● **Exercise directions**:
Wherever the string "bridge" shows up in the records below, return that line.

Segment Start: Material to process

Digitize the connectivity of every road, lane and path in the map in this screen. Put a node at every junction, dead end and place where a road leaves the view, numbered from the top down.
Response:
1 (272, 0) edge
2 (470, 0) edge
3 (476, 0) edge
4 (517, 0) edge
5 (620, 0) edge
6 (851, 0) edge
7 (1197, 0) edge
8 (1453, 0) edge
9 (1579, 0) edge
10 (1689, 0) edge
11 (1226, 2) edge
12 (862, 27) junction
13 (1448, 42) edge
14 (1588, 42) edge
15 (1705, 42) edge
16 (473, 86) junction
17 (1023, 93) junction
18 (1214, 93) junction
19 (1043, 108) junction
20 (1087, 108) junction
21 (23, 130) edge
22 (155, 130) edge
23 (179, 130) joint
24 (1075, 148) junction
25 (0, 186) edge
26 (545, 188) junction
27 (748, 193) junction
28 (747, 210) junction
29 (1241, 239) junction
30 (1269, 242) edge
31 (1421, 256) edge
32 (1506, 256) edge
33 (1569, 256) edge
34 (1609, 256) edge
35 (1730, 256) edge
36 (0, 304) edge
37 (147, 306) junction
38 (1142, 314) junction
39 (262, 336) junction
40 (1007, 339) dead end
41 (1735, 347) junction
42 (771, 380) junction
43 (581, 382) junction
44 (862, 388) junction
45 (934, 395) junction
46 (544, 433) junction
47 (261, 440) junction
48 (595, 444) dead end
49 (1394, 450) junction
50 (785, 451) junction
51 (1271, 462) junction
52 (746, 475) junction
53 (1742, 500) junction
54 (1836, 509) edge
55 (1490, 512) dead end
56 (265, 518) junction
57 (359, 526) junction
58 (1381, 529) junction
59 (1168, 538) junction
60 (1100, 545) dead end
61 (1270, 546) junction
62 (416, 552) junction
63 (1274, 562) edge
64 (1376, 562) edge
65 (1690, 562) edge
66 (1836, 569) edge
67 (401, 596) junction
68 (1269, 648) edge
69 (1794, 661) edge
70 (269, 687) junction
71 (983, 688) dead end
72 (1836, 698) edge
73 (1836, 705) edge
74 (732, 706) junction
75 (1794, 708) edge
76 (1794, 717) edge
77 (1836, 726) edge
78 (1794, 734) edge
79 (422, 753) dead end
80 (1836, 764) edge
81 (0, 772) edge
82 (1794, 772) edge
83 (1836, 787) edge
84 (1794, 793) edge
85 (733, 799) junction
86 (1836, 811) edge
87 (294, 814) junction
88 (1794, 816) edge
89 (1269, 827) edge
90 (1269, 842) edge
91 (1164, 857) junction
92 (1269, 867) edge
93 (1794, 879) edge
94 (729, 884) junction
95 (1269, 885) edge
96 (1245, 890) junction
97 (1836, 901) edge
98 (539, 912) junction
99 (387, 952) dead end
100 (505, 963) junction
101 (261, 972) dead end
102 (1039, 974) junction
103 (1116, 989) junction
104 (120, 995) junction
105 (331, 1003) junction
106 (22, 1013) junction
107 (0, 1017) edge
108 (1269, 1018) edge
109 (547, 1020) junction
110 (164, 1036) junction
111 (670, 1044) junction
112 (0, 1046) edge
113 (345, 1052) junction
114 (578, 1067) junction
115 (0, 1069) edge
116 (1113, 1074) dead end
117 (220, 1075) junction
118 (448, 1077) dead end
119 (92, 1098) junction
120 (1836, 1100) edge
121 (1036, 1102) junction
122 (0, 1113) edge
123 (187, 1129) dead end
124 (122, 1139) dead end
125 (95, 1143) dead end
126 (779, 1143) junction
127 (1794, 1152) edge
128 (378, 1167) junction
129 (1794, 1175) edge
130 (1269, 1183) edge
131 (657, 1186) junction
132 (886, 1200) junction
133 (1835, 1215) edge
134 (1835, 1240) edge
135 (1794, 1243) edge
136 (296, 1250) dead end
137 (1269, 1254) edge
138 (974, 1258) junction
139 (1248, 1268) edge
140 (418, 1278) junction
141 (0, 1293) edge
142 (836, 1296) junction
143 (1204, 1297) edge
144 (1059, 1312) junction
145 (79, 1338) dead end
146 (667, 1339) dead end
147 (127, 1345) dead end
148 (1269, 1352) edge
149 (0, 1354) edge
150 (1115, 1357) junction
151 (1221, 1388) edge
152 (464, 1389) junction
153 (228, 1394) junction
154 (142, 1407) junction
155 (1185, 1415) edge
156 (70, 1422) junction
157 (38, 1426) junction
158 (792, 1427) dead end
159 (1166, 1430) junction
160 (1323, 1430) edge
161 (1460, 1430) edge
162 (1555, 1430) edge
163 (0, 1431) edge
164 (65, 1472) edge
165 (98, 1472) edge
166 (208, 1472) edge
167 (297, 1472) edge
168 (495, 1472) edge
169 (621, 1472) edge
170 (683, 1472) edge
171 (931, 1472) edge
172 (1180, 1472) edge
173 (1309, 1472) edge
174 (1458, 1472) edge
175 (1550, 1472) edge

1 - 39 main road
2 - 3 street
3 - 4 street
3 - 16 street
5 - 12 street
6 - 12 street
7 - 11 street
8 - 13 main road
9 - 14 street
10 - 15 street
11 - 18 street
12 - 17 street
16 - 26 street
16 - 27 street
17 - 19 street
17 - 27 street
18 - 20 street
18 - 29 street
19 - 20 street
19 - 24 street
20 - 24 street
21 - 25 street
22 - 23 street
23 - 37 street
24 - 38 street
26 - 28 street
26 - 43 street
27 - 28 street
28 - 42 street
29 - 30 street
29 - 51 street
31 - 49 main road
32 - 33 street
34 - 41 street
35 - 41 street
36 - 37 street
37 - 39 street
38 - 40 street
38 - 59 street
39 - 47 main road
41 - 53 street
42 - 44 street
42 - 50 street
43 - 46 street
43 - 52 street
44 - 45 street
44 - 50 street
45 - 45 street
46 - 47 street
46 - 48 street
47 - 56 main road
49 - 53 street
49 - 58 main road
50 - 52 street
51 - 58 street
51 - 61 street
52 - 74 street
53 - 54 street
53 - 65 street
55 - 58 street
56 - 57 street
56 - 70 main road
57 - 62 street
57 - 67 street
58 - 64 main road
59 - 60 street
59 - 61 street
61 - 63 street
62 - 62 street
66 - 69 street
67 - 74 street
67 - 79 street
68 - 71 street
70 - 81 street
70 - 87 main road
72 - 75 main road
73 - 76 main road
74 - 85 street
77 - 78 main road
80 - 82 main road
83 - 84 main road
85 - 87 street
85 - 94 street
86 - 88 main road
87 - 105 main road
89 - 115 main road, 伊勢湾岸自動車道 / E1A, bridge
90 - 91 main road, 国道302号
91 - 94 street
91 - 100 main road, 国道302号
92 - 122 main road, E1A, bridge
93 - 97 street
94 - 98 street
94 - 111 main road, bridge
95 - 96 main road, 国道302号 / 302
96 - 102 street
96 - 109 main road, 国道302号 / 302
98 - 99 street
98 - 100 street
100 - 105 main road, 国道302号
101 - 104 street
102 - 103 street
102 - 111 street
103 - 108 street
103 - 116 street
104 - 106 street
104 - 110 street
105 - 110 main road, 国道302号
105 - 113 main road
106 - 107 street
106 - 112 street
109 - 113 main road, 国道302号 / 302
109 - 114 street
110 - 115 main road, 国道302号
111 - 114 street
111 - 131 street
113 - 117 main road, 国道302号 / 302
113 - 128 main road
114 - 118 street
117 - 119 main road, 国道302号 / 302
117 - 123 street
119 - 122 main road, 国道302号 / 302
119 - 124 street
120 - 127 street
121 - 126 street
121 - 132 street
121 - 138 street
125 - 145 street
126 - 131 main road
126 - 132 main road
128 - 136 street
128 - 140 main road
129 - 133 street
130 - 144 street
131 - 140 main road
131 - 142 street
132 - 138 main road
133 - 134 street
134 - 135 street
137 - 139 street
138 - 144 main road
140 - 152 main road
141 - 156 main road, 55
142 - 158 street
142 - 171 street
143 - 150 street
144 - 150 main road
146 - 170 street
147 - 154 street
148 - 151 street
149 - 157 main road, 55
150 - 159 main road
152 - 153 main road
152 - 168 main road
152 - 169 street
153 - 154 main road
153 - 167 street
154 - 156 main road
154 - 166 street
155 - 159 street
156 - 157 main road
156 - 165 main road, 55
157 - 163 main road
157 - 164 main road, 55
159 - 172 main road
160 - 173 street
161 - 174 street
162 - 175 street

Segment End: Material to process

● **Written solution**:
89 - 115 main road, 伊勢湾岸自動車道 / E1A, bridge
92 - 122 main road, E1A, bridge
94 - 111 main road, bridge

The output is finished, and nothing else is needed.